Much like a regular business, the San Antonio hub counts on plazas - which are major cartel drug trafficking routes from Mexico feeding into the U.S. to get their product into our country.
"So we've been very active so we've had to continually increase in enlarger investigative capabilities to handle that larger region," says Sorianello.
Given the flow of drugs across the border with Mexico - the DEA is focusing its enforcement activities towards parts of the country with the highest need and that's right here in our backyard.
"DEA reorganized the San Antonio district by adding additional people and management staff and split Austin and Waco, away from the San Antonio district," says Sorianello. According to the DEA, the San Antonio district went from 50 to 33 counties, which's now 33% of the U.S. border.
"And in turn, they gave the San Antonio district, counties, and about a third of the US border with the major metropolitan places, there being Del Rio and Eagle Pass with the border crossings," says Sorianello.
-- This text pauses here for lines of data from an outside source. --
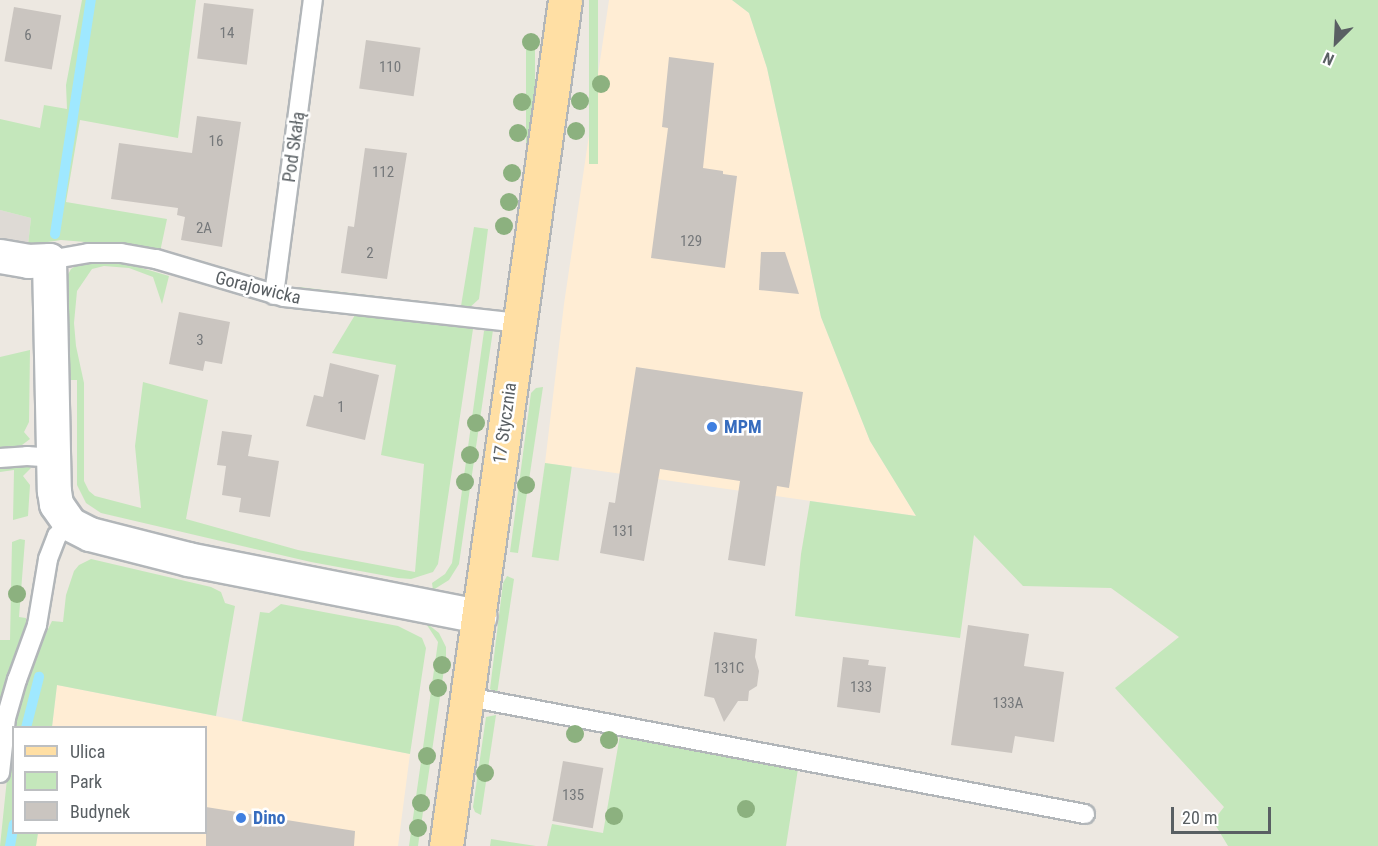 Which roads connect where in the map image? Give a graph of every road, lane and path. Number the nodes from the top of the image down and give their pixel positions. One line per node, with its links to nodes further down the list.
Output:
1 (313, 0): 5 (lane, Pod Skałą)
2 (565, 0): 6 (main road, 17 Stycznia)
3 (0, 256): 4 (street, Gorajowicka)
4 (49, 260): 5 (lane, Gorajowicka); 8 (street)
5 (274, 295): 6 (lane, Gorajowicka)
6 (519, 323): 10 (main road, 17 Stycznia)
7 (0, 458): 8 (lane)
8 (54, 458): 9 (street)
9 (68, 522): 10 (street); 12 (lane)
10 (479, 616): 11 (main road, 17 Stycznia)
11 (468, 698): 13 (lane); 14 (main road, 17 Stycznia)
12 (0, 773)
13 (1085, 814)
14 (446, 846)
"Because those counties all live within the U.S. Western Judicial District of Texas, and most of the drug trafficking that occurs in between Eagle Pass and Del Rio, the majority of that is normally headed through San Antonio."
Massive amounts of drugs are coming into the U.S. through these two border cities. And it will take the combined efforts of the DEA with state and local agencies to get a portion of the drugs coming in and the guns and monies going south.
"Everyone has a piece of the puzzle, by all of us coming together and working together, we can much more effectively do the job," says Sorianello.